Stored entries
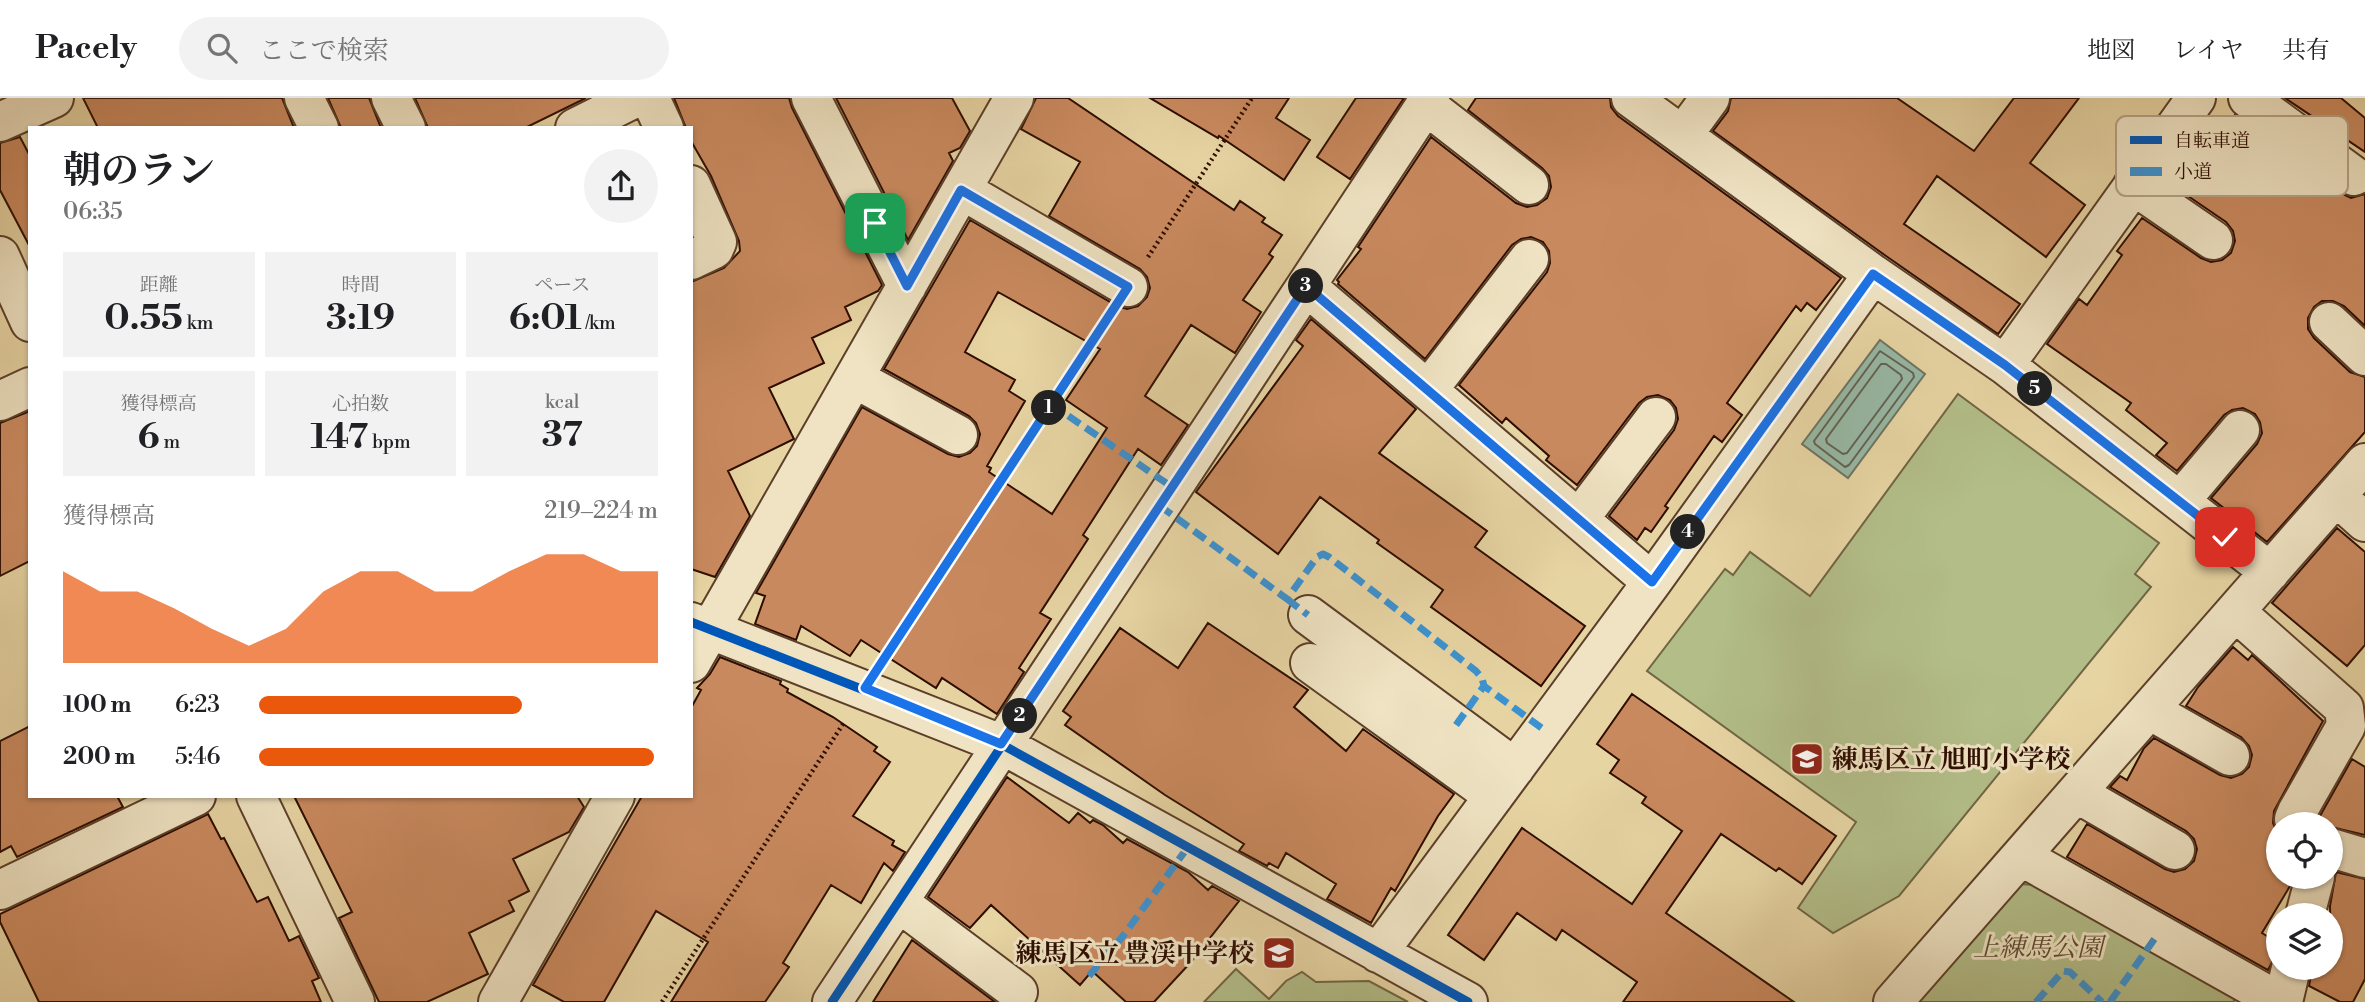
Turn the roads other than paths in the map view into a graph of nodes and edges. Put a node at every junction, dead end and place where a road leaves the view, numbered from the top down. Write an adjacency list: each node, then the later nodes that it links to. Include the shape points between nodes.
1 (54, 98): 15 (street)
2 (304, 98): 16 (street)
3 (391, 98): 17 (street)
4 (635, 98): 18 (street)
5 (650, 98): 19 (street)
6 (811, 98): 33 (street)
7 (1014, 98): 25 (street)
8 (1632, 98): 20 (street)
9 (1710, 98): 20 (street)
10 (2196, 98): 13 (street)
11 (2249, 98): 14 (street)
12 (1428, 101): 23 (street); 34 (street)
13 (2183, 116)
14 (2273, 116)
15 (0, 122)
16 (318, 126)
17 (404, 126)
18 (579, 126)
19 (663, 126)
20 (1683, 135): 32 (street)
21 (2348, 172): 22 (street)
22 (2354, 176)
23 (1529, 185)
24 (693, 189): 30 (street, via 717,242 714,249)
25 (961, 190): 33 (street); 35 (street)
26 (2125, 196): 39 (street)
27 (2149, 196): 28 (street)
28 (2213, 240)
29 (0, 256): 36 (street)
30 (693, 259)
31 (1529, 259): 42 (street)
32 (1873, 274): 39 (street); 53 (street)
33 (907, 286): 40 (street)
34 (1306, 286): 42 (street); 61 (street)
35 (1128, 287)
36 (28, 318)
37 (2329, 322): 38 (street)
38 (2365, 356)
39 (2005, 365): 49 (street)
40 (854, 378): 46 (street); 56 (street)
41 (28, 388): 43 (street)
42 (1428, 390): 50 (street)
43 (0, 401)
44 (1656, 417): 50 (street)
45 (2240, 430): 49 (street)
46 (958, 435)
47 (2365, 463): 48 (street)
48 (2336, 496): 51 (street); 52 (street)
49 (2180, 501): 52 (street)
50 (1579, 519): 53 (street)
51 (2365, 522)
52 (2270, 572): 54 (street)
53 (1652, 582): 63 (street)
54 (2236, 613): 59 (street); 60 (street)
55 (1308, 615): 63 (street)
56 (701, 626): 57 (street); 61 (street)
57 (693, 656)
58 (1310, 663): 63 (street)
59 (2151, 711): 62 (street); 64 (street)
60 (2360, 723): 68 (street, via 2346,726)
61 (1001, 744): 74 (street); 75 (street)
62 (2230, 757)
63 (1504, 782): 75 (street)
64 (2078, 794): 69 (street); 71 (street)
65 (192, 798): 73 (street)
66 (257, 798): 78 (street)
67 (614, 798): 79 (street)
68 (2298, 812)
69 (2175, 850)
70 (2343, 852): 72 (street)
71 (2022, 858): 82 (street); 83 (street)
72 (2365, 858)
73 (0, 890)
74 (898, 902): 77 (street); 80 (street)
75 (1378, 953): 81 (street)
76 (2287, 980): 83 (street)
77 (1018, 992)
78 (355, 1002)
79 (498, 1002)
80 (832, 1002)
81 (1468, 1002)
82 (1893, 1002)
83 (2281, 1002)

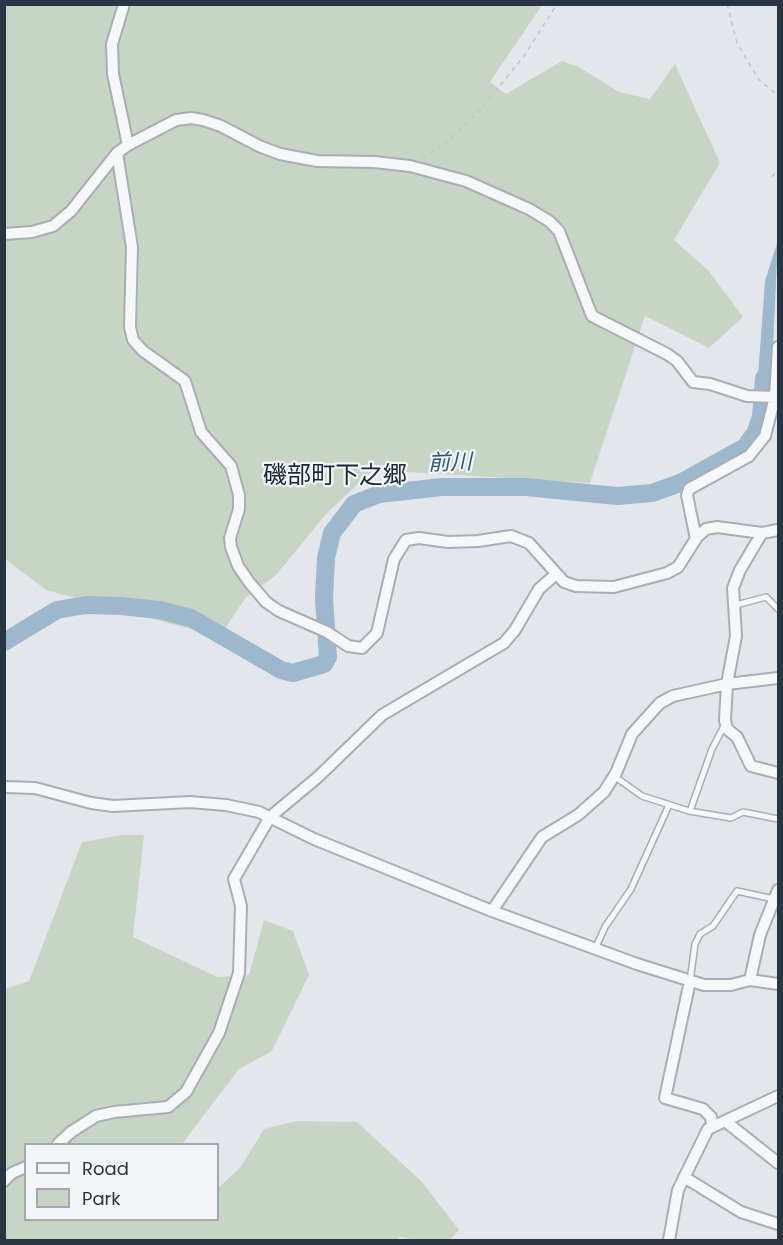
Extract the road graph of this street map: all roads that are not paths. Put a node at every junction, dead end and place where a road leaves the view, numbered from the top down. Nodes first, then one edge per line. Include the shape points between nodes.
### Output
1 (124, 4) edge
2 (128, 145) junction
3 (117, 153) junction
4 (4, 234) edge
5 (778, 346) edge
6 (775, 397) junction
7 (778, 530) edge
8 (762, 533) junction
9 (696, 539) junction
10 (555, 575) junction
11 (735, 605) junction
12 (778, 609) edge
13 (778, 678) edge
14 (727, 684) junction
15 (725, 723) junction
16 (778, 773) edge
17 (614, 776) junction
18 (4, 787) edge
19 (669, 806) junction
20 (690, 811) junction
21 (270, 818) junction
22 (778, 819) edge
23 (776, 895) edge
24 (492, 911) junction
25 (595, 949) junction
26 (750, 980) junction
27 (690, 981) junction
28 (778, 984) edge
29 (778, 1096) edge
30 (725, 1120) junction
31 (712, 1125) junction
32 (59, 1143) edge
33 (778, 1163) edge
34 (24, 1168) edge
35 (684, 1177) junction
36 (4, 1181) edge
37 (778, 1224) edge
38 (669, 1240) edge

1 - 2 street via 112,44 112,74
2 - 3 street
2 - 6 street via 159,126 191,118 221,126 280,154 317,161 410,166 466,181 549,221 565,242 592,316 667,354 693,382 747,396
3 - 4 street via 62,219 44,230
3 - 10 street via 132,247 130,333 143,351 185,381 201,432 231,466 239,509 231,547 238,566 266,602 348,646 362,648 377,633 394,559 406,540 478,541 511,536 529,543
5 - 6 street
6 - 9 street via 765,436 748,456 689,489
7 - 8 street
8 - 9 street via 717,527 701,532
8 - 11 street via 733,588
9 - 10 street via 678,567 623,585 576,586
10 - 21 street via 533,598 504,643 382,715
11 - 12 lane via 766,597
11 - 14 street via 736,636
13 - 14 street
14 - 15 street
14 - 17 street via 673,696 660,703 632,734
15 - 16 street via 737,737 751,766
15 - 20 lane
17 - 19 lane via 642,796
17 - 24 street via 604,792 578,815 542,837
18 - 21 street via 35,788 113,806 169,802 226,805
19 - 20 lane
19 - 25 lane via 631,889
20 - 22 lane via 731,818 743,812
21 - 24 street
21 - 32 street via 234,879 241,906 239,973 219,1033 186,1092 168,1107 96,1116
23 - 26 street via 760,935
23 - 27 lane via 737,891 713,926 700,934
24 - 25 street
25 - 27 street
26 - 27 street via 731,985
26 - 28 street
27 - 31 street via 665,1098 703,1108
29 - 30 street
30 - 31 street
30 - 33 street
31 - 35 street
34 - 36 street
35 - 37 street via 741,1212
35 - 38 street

> [TASK OBJECTIVE]
Copy every record exactly as it appears, apart from any pictures.

> [TASK RESPONSE]
Turn the roads other than paths in the map view into a graph of nodes and edges. Put a node at every junction, dead end and place where a road leaves the view, numbered from the top down. Write an adjacency list: each node, then the later nodes that it links to. Include the shape points between nodes.
1 (54, 98): 15 (street)
2 (304, 98): 16 (street)
3 (391, 98): 17 (street)
4 (635, 98): 18 (street)
5 (650, 98): 19 (street)
6 (811, 98): 33 (street)
7 (1014, 98): 25 (street)
8 (1632, 98): 20 (street)
9 (1710, 98): 20 (street)
10 (2196, 98): 13 (street)
11 (2249, 98): 14 (street)
12 (1428, 101): 23 (street); 34 (street)
13 (2183, 116)
14 (2273, 116)
15 (0, 122)
16 (318, 126)
17 (404, 126)
18 (579, 126)
19 (663, 126)
20 (1683, 135): 32 (street)
21 (2348, 172): 22 (street)
22 (2354, 176)
23 (1529, 185)
24 (693, 189): 30 (street, via 717,242 714,249)
25 (961, 190): 33 (street); 35 (street)
26 (2125, 196): 39 (street)
27 (2149, 196): 28 (street)
28 (2213, 240)
29 (0, 256): 36 (street)
30 (693, 259)
31 (1529, 259): 42 (street)
32 (1873, 274): 39 (street); 53 (street)
33 (907, 286): 40 (street)
34 (1306, 286): 42 (street); 61 (street)
35 (1128, 287)
36 (28, 318)
37 (2329, 322): 38 (street)
38 (2365, 356)
39 (2005, 365): 49 (street)
40 (854, 378): 46 (street); 56 (street)
41 (28, 388): 43 (street)
42 (1428, 390): 50 (street)
43 (0, 401)
44 (1656, 417): 50 (street)
45 (2240, 430): 49 (street)
46 (958, 435)
47 (2365, 463): 48 (street)
48 (2336, 496): 51 (street); 52 (street)
49 (2180, 501): 52 (street)
50 (1579, 519): 53 (street)
51 (2365, 522)
52 (2270, 572): 54 (street)
53 (1652, 582): 63 (street)
54 (2236, 613): 59 (street); 60 (street)
55 (1308, 615): 63 (street)
56 (701, 626): 57 (street); 61 (street)
57 (693, 656)
58 (1310, 663): 63 (street)
59 (2151, 711): 62 (street); 64 (street)
60 (2360, 723): 68 (street, via 2346,726)
61 (1001, 744): 74 (street); 75 (street)
62 (2230, 757)
63 (1504, 782): 75 (street)
64 (2078, 794): 69 (street); 71 (street)
65 (192, 798): 73 (street)
66 (257, 798): 78 (street)
67 (614, 798): 79 (street)
68 (2298, 812)
69 (2175, 850)
70 (2343, 852): 72 (street)
71 (2022, 858): 82 (street); 83 (street)
72 (2365, 858)
73 (0, 890)
74 (898, 902): 77 (street); 80 (street)
75 (1378, 953): 81 (street)
76 (2287, 980): 83 (street)
77 (1018, 992)
78 (355, 1002)
79 (498, 1002)
80 (832, 1002)
81 (1468, 1002)
82 (1893, 1002)
83 (2281, 1002)

Extract the road graph of this street map: all roads that are not paths. Put a node at every junction, dead end and place where a road leaves the view, numbered from the top down. Nodes first, then one edge per line. Include the shape points between nodes.
### Output
1 (124, 4) edge
2 (128, 145) junction
3 (117, 153) junction
4 (4, 234) edge
5 (778, 346) edge
6 (775, 397) junction
7 (778, 530) edge
8 (762, 533) junction
9 (696, 539) junction
10 (555, 575) junction
11 (735, 605) junction
12 (778, 609) edge
13 (778, 678) edge
14 (727, 684) junction
15 (725, 723) junction
16 (778, 773) edge
17 (614, 776) junction
18 (4, 787) edge
19 (669, 806) junction
20 (690, 811) junction
21 (270, 818) junction
22 (778, 819) edge
23 (776, 895) edge
24 (492, 911) junction
25 (595, 949) junction
26 (750, 980) junction
27 (690, 981) junction
28 (778, 984) edge
29 (778, 1096) edge
30 (725, 1120) junction
31 (712, 1125) junction
32 (59, 1143) edge
33 (778, 1163) edge
34 (24, 1168) edge
35 (684, 1177) junction
36 (4, 1181) edge
37 (778, 1224) edge
38 (669, 1240) edge

1 - 2 street via 112,44 112,74
2 - 3 street
2 - 6 street via 159,126 191,118 221,126 280,154 317,161 410,166 466,181 549,221 565,242 592,316 667,354 693,382 747,396
3 - 4 street via 62,219 44,230
3 - 10 street via 132,247 130,333 143,351 185,381 201,432 231,466 239,509 231,547 238,566 266,602 348,646 362,648 377,633 394,559 406,540 478,541 511,536 529,543
5 - 6 street
6 - 9 street via 765,436 748,456 689,489
7 - 8 street
8 - 9 street via 717,527 701,532
8 - 11 street via 733,588
9 - 10 street via 678,567 623,585 576,586
10 - 21 street via 533,598 504,643 382,715
11 - 12 lane via 766,597
11 - 14 street via 736,636
13 - 14 street
14 - 15 street
14 - 17 street via 673,696 660,703 632,734
15 - 16 street via 737,737 751,766
15 - 20 lane
17 - 19 lane via 642,796
17 - 24 street via 604,792 578,815 542,837
18 - 21 street via 35,788 113,806 169,802 226,805
19 - 20 lane
19 - 25 lane via 631,889
20 - 22 lane via 731,818 743,812
21 - 24 street
21 - 32 street via 234,879 241,906 239,973 219,1033 186,1092 168,1107 96,1116
23 - 26 street via 760,935
23 - 27 lane via 737,891 713,926 700,934
24 - 25 street
25 - 27 street
26 - 27 street via 731,985
26 - 28 street
27 - 31 street via 665,1098 703,1108
29 - 30 street
30 - 31 street
30 - 33 street
31 - 35 street
34 - 36 street
35 - 37 street via 741,1212
35 - 38 street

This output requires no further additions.